--- EXERCISE DATA Enclosed Below ---

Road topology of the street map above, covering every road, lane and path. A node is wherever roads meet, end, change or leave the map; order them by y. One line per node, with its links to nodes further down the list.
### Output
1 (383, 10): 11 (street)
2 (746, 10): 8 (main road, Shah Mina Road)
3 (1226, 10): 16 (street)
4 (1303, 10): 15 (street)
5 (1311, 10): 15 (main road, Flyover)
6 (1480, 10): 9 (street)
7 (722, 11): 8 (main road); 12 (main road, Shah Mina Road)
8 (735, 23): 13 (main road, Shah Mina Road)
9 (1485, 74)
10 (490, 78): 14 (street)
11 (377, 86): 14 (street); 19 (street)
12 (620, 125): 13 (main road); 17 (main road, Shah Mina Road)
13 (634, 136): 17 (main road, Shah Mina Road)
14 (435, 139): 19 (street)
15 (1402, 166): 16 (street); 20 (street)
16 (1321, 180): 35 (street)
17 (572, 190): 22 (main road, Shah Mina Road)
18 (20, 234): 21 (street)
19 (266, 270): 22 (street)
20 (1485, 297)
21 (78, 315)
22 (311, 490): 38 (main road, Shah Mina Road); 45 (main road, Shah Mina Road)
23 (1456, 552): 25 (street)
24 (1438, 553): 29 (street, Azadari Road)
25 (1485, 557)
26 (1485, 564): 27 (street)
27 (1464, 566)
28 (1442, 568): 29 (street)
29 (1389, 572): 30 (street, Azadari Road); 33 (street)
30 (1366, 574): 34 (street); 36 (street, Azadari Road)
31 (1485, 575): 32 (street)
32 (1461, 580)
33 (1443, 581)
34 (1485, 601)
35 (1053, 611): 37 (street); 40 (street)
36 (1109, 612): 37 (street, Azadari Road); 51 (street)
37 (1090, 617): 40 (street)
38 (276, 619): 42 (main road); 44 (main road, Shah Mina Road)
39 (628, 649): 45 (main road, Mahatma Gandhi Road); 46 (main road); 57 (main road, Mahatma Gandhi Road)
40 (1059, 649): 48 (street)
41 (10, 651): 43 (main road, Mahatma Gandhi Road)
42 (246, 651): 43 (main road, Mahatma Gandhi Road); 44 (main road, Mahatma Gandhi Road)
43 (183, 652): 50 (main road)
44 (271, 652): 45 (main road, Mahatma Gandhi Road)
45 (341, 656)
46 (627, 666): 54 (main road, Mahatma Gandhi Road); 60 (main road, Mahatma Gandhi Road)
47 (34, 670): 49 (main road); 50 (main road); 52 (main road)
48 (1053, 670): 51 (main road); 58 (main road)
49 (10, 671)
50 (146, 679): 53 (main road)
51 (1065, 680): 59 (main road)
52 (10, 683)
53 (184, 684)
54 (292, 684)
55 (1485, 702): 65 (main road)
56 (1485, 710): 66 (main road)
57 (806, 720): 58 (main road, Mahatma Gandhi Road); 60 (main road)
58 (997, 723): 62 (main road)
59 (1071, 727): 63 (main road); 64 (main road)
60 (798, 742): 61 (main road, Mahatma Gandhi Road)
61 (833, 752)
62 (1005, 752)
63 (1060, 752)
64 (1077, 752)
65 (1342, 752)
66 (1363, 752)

--- End of Enclosed EXERCISE DATA ---

* GOAL OF THE EXERCISE:
Copy the whole listing out exactly, so that every line matches what is above.

* REPLY:
Road topology of the street map above, covering every road, lane and path. A node is wherever roads meet, end, change or leave the map; order them by y. One line per node, with its links to nodes further down the list.
### Output
1 (383, 10): 11 (street)
2 (746, 10): 8 (main road, Shah Mina Road)
3 (1226, 10): 16 (street)
4 (1303, 10): 15 (street)
5 (1311, 10): 15 (main road, Flyover)
6 (1480, 10): 9 (street)
7 (722, 11): 8 (main road); 12 (main road, Shah Mina Road)
8 (735, 23): 13 (main road, Shah Mina Road)
9 (1485, 74)
10 (490, 78): 14 (street)
11 (377, 86): 14 (street); 19 (street)
12 (620, 125): 13 (main road); 17 (main road, Shah Mina Road)
13 (634, 136): 17 (main road, Shah Mina Road)
14 (435, 139): 19 (street)
15 (1402, 166): 16 (street); 20 (street)
16 (1321, 180): 35 (street)
17 (572, 190): 22 (main road, Shah Mina Road)
18 (20, 234): 21 (street)
19 (266, 270): 22 (street)
20 (1485, 297)
21 (78, 315)
22 (311, 490): 38 (main road, Shah Mina Road); 45 (main road, Shah Mina Road)
23 (1456, 552): 25 (street)
24 (1438, 553): 29 (street, Azadari Road)
25 (1485, 557)
26 (1485, 564): 27 (street)
27 (1464, 566)
28 (1442, 568): 29 (street)
29 (1389, 572): 30 (street, Azadari Road); 33 (street)
30 (1366, 574): 34 (street); 36 (street, Azadari Road)
31 (1485, 575): 32 (street)
32 (1461, 580)
33 (1443, 581)
34 (1485, 601)
35 (1053, 611): 37 (street); 40 (street)
36 (1109, 612): 37 (street, Azadari Road); 51 (street)
37 (1090, 617): 40 (street)
38 (276, 619): 42 (main road); 44 (main road, Shah Mina Road)
39 (628, 649): 45 (main road, Mahatma Gandhi Road); 46 (main road); 57 (main road, Mahatma Gandhi Road)
40 (1059, 649): 48 (street)
41 (10, 651): 43 (main road, Mahatma Gandhi Road)
42 (246, 651): 43 (main road, Mahatma Gandhi Road); 44 (main road, Mahatma Gandhi Road)
43 (183, 652): 50 (main road)
44 (271, 652): 45 (main road, Mahatma Gandhi Road)
45 (341, 656)
46 (627, 666): 54 (main road, Mahatma Gandhi Road); 60 (main road, Mahatma Gandhi Road)
47 (34, 670): 49 (main road); 50 (main road); 52 (main road)
48 (1053, 670): 51 (main road); 58 (main road)
49 (10, 671)
50 (146, 679): 53 (main road)
51 (1065, 680): 59 (main road)
52 (10, 683)
53 (184, 684)
54 (292, 684)
55 (1485, 702): 65 (main road)
56 (1485, 710): 66 (main road)
57 (806, 720): 58 (main road, Mahatma Gandhi Road); 60 (main road)
58 (997, 723): 62 (main road)
59 (1071, 727): 63 (main road); 64 (main road)
60 (798, 742): 61 (main road, Mahatma Gandhi Road)
61 (833, 752)
62 (1005, 752)
63 (1060, 752)
64 (1077, 752)
65 (1342, 752)
66 (1363, 752)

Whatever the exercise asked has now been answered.